Tekanan itu juga bisa bertambah dari AYANEO. Pocket Micro 2 dijadwalkan diumumkan dalam hitungan jam, dan kehadirannya berpotensi menambah persaingan langsung di segmen handheld Android premium ringkas.

Ketika harga masih rendah, Brick Hammer Pro U punya ruang untuk menjual karakter uniknya. Namun setelah naik tajam, pembeli cenderung membandingkan spesifikasi dan kualitas layar dengan lebih keras, terutama saat opsi lain terlihat lebih rasional.

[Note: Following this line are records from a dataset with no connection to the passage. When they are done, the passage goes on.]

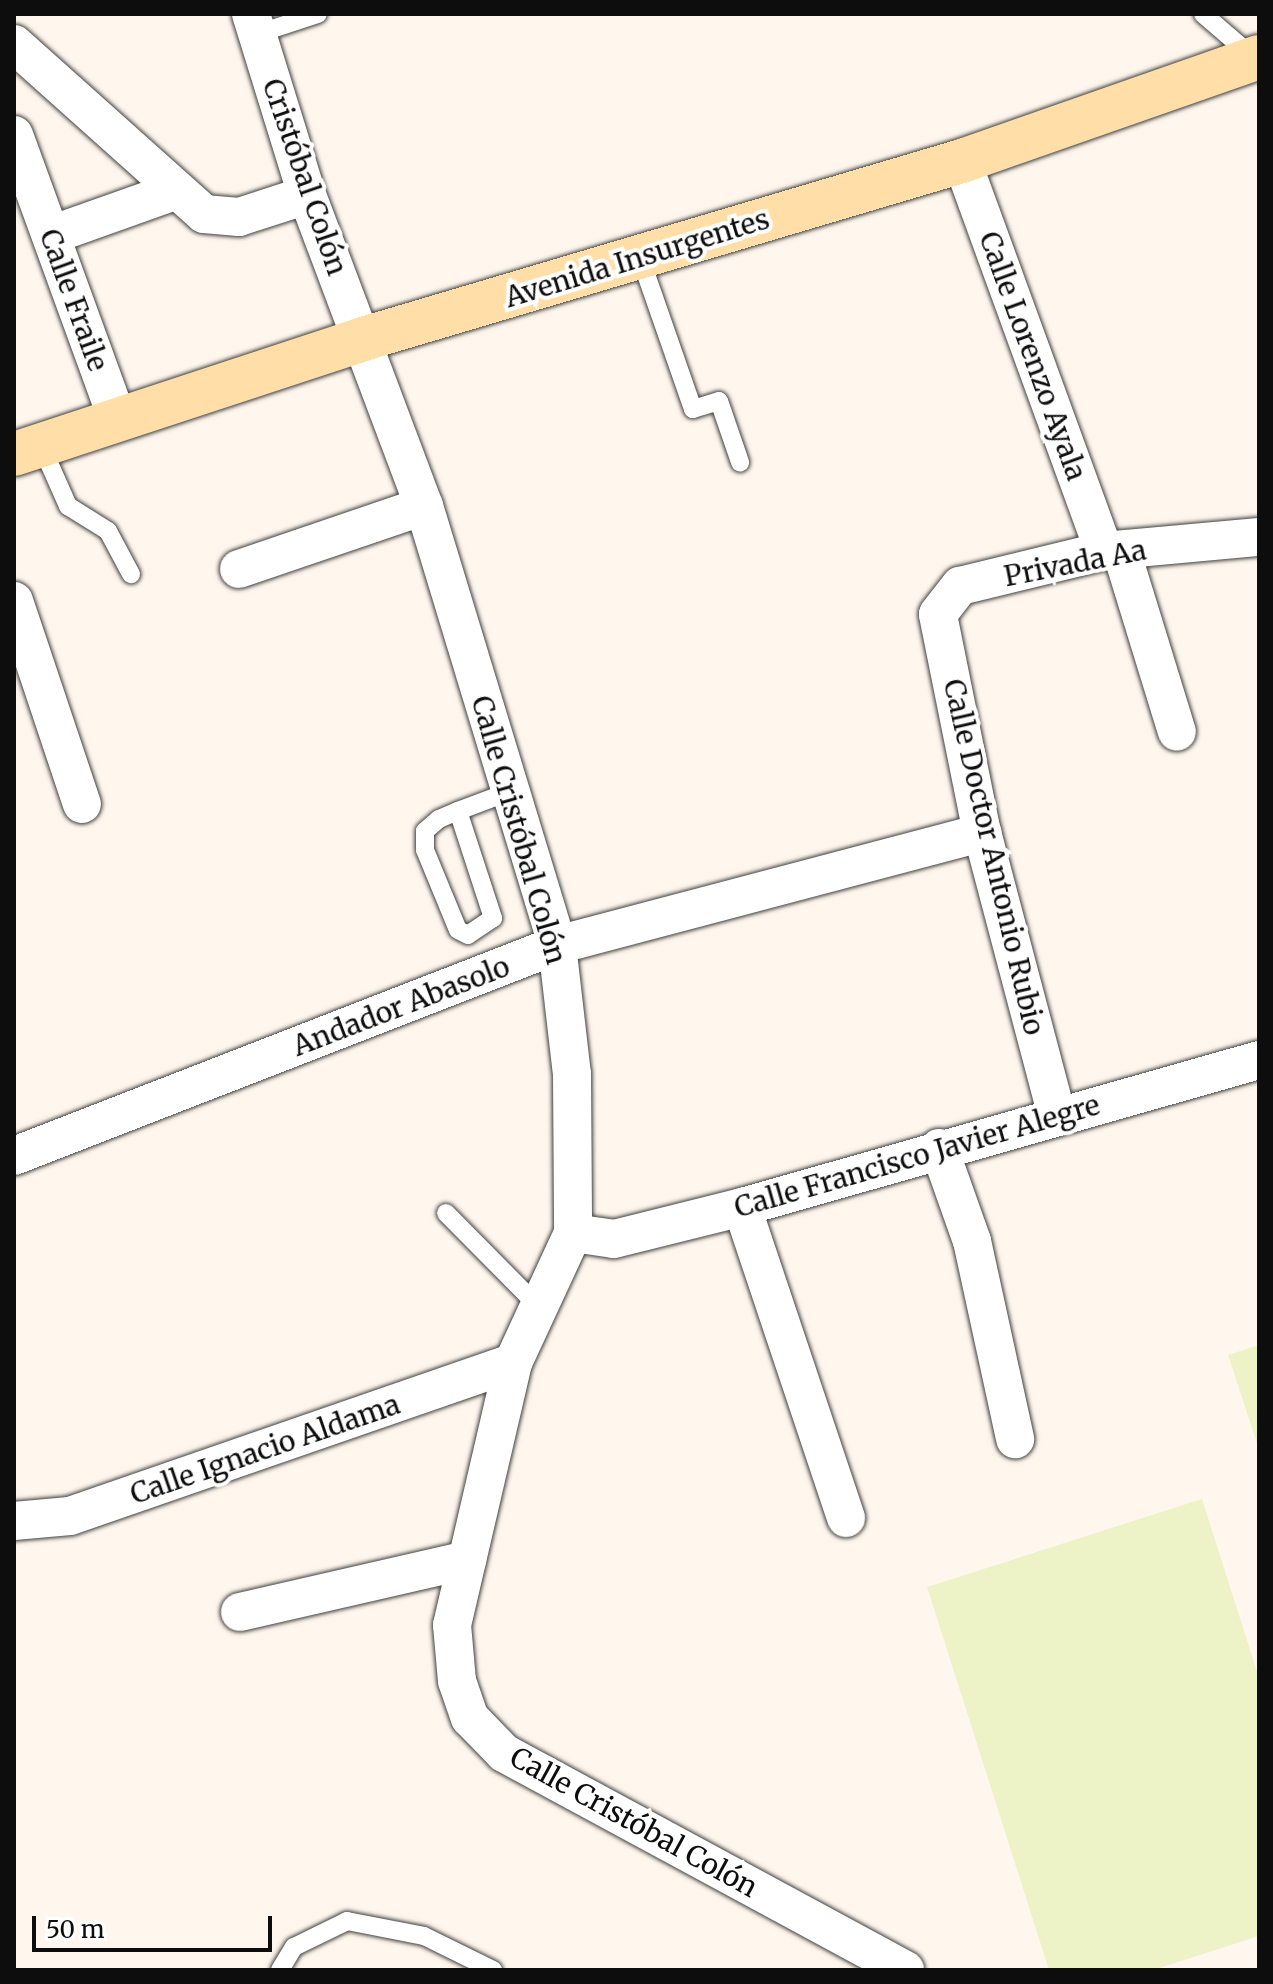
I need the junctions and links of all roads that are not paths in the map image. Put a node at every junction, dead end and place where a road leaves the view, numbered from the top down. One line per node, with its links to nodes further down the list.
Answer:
1 (318, 14): 3 (lane)
2 (1203, 14): 5 (lane)
3 (254, 24): 9 (street, Cristóbal Colón)
4 (14, 44): 8 (street)
5 (1258, 62): 7 (main road, Avenida Insurgentes)
6 (14, 135): 10 (street, Calle Fraile)
7 (962, 161): 11 (main road, Avenida Insurgentes); 18 (street, Calle Lorenzo Ayala)
8 (172, 192): 9 (street); 10 (street)
9 (307, 195): 12 (street, Cristóbal Colón)
10 (51, 235): 13 (street, Calle Fraile)
11 (640, 257): 12 (main road, Avenida Insurgentes); 15 (lane)
12 (363, 339): 13 (main road, Avenida Insurgentes); 16 (street, Calle Cristóbal Colón)
13 (118, 420): 14 (main road, Avenida Insurgentes)
14 (28, 450): 20 (lane)
15 (740, 462)
16 (424, 506): 19 (street); 24 (street, Calle Cristóbal Colón)
17 (1259, 537): 18 (street, Privada Aa)
18 (1113, 551): 21 (street, Privada Aa); 23 (street, Calle Lorenzo Ayala)
19 (239, 569)
20 (131, 574)
21 (944, 599): 27 (street, Calle Doctor Antonio Rubio)
22 (14, 601): 25 (street)
23 (1177, 732)
24 (511, 791): 26 (lane); 28 (street, Calle Cristóbal Colón)
25 (82, 804)
26 (458, 811): 26 (lane)
27 (982, 833): 28 (street, Andador Abasolo); 30 (street, Calle Doctor Antonio Rubio)
28 (557, 945): 32 (street, Andador Abasolo); 35 (street, Calle Cristóbal Colón)
29 (1259, 1060): 30 (street, Calle Francisco Javier Alegre)
30 (1057, 1116): 31 (street, Calle Francisco Javier Alegre)
31 (939, 1148): 33 (street, Calle Francisco Javier Alegre); 38 (street)
32 (14, 1156)
33 (742, 1207): 35 (street, Calle Francisco Javier Alegre); 39 (street)
34 (446, 1213): 36 (lane)
35 (573, 1233): 36 (street, Calle Cristóbal Colón)
36 (539, 1307): 37 (street, Calle Cristóbal Colón)
37 (513, 1363): 40 (street, Calle Ignacio Aldama); 41 (street, Calle Cristóbal Colón)
38 (1015, 1439)
39 (846, 1518)
40 (14, 1521)
41 (467, 1560): 42 (street); 45 (street, Calle Cristóbal Colón)
42 (240, 1612)
43 (280, 1970): 44 (lane)
44 (493, 1970)
45 (905, 1970)

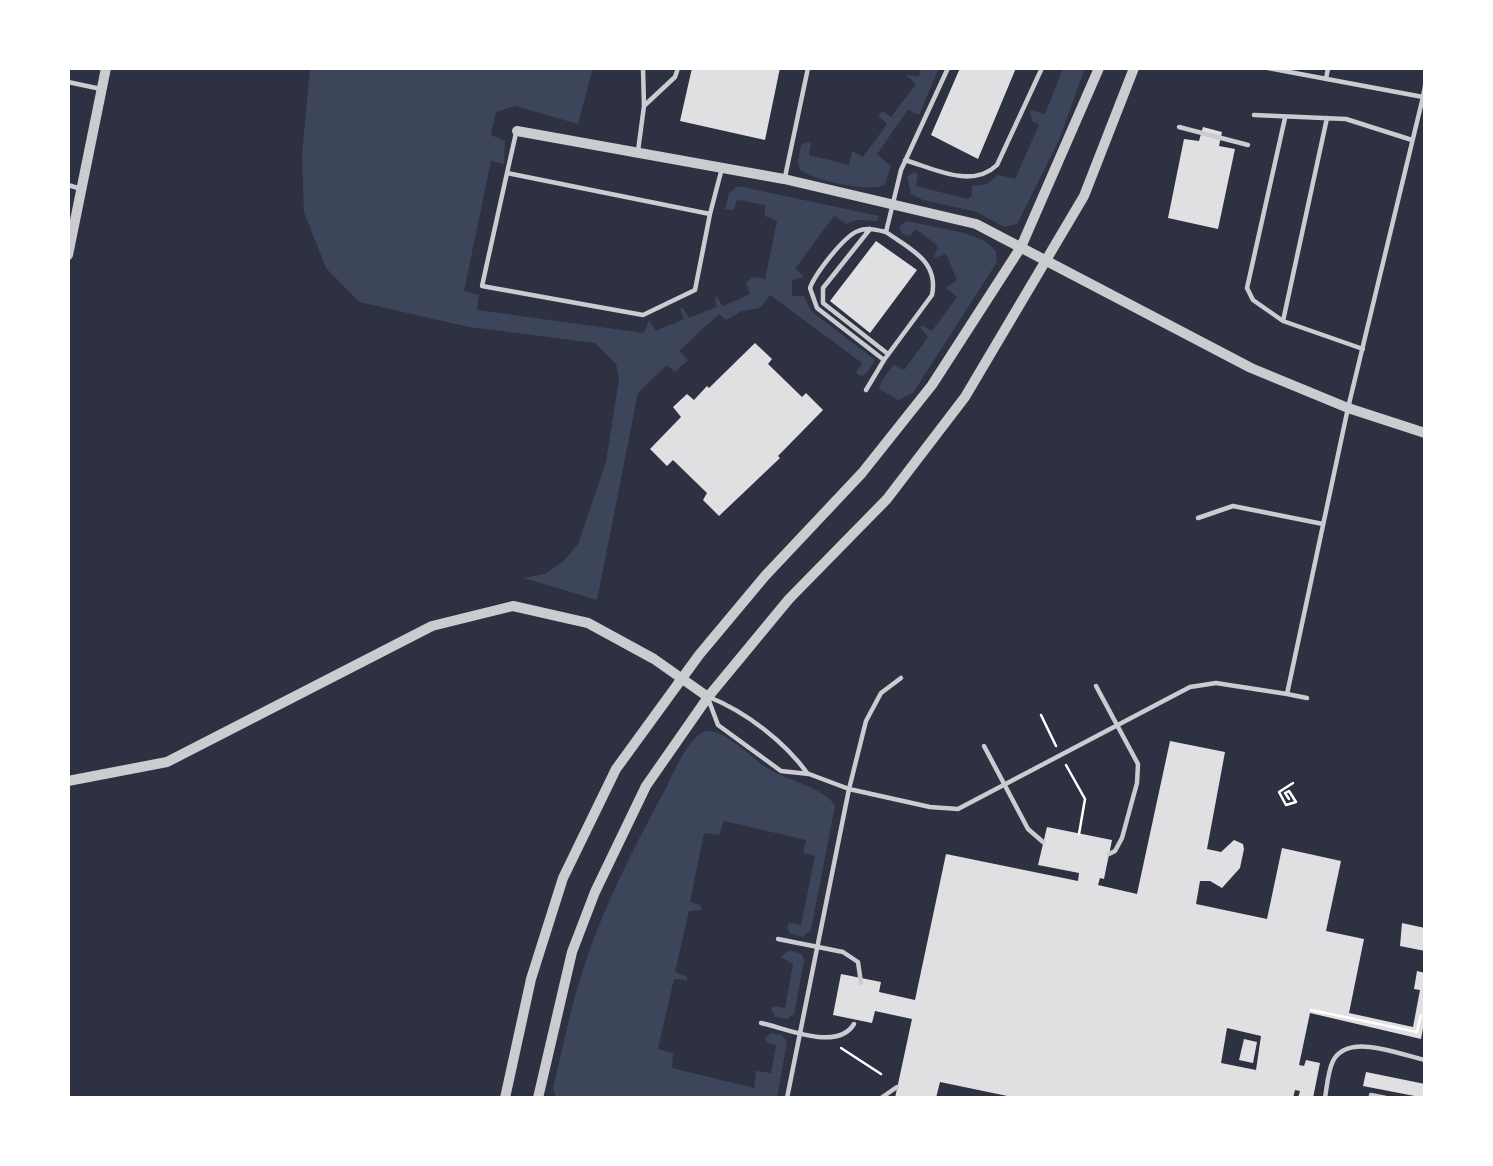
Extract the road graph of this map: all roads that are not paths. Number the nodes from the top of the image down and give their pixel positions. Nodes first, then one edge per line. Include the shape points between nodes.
1 (106, 68) edge
2 (643, 68) edge
3 (678, 68) edge
4 (808, 68) edge
5 (948, 68) edge
6 (1042, 68) edge
7 (1098, 68) edge
8 (1134, 68) edge
9 (1268, 68) edge
10 (1328, 68) edge
11 (1326, 79) junction
12 (68, 82) edge
13 (1425, 86) edge
14 (102, 89) junction
15 (1423, 97) junction
16 (644, 106) junction
17 (1254, 115) dead end
18 (1285, 118) junction
19 (1327, 118) junction
20 (1179, 127) dead end
21 (517, 131) joint
22 (1412, 139) junction
23 (1248, 145) dead end
24 (638, 152) junction
25 (905, 160) junction
26 (722, 168) junction
27 (507, 173) junction
28 (784, 179) junction
29 (68, 186) edge
30 (82, 189) junction
31 (894, 205) junction
32 (709, 214) junction
33 (870, 229) junction
34 (886, 232) junction
35 (1021, 247) junction
36 (68, 255) edge
37 (1046, 261) junction
38 (1283, 321) junction
39 (1363, 349) junction
40 (888, 354) junction
41 (884, 360) junction
42 (866, 390) dead end
43 (1348, 408) junction
44 (1425, 433) edge
45 (1198, 518) dead end
46 (1323, 524) junction
47 (681, 677) junction
48 (901, 677) dead end
49 (1096, 686) dead end
50 (1287, 694) junction
51 (708, 697) junction
52 (1307, 698) dead end
53 (1117, 726) junction
54 (984, 746) dead end
55 (809, 774) junction
56 (68, 781) edge
57 (1006, 786) junction
58 (849, 789) junction
59 (1044, 842) dead end
60 (1109, 854) dead end
61 (778, 939) dead end
62 (817, 947) junction
63 (861, 983) dead end
64 (761, 1023) dead end
65 (854, 1024) dead end
66 (800, 1031) junction
67 (1425, 1060) edge
68 (897, 1087) dead end
69 (505, 1098) edge
70 (538, 1098) edge
71 (787, 1098) edge
72 (881, 1098) edge
73 (1325, 1098) edge
74 (1371, 1098) edge
75 (1386, 1098) edge

1 - 14 street
2 - 16 lane
3 - 16 lane via 675,77
4 - 28 lane
5 - 25 lane
6 - 25 lane via 997,166 987,175 970,178
7 - 35 street
8 - 37 street via 1084,196
9 - 11 lane
10 - 11 lane
11 - 15 lane
12 - 14 lane
13 - 15 lane
14 - 30 street
15 - 22 lane
16 - 24 lane
17 - 18 lane
18 - 19 lane
18 - 38 lane via 1247,288 1253,300
19 - 22 lane via 1346,119
19 - 38 lane
20 - 23 lane
21 - 24 street
21 - 27 lane
22 - 39 lane
24 - 26 street
25 - 31 lane
26 - 28 street
26 - 32 lane
27 - 32 lane
27 - 32 lane via 482,286 643,315 695,290
28 - 31 street
29 - 30 lane
30 - 36 street
31 - 34 lane
31 - 35 street via 976,224
33 - 34 lane
33 - 40 lane via 824,288 823,303
33 - 41 lane via 851,234 810,288 817,308
34 - 40 lane via 923,258 932,269 934,282 932,295
35 - 37 street
35 - 47 street via 932,385 862,473 765,576
37 - 43 street via 1251,368
37 - 51 street via 965,397 887,499 789,599
38 - 39 lane
39 - 43 lane
40 - 41 lane
41 - 42 lane
43 - 44 street
43 - 46 lane
45 - 46 lane via 1233,506
46 - 50 lane
47 - 51 street
47 - 56 street via 588,623 513,606 432,626 167,762
47 - 69 street via 616,769 564,878 531,979
48 - 58 lane via 871,708
49 - 53 lane
50 - 52 lane
50 - 53 lane via 1202,684
51 - 55 lane via 733,706 795,756
51 - 55 lane via 718,725 781,771
51 - 70 street via 646,786 595,892 572,952
53 - 57 lane
53 - 60 lane via 1135,757 1138,773 1122,838
54 - 57 lane
55 - 58 lane
57 - 58 lane via 958,809
57 - 59 lane via 1028,829
58 - 62 lane
61 - 62 lane
62 - 63 lane via 853,957 861,969
62 - 66 lane
64 - 66 lane
65 - 66 lane via 835,1038
66 - 71 lane
67 - 73 lane via 1359,1046 1345,1049 1332,1063
68 - 72 lane
74 - 75 lane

Jadwal kirim belum bergeser

Di tengah kontroversi harga, jadwal pengiriman perangkat ini disebut belum berubah. Brick Hammer Pro U diperkirakan mulai dikirim pada 30 Juli.

Jadwal tersebut penting karena menunjukkan perangkat tetap melaju ke tahap komersial, meski sentimen komunitas mulai berubah. Sejumlah pengguna bahkan sudah menyebut handheld ini dead on arrival setelah lonjakan harga mencuat.

Ungkapan itu datang dari reaksi pengguna, bukan pernyataan resmi perusahaan. Namun respons tersebut memperlihatkan betapa cepat harga bisa mengubah persepsi pasar, terutama di segmen handheld yang kini dipenuhi opsi dari Retroid, AYANEO, dan merek lain yang makin agresif.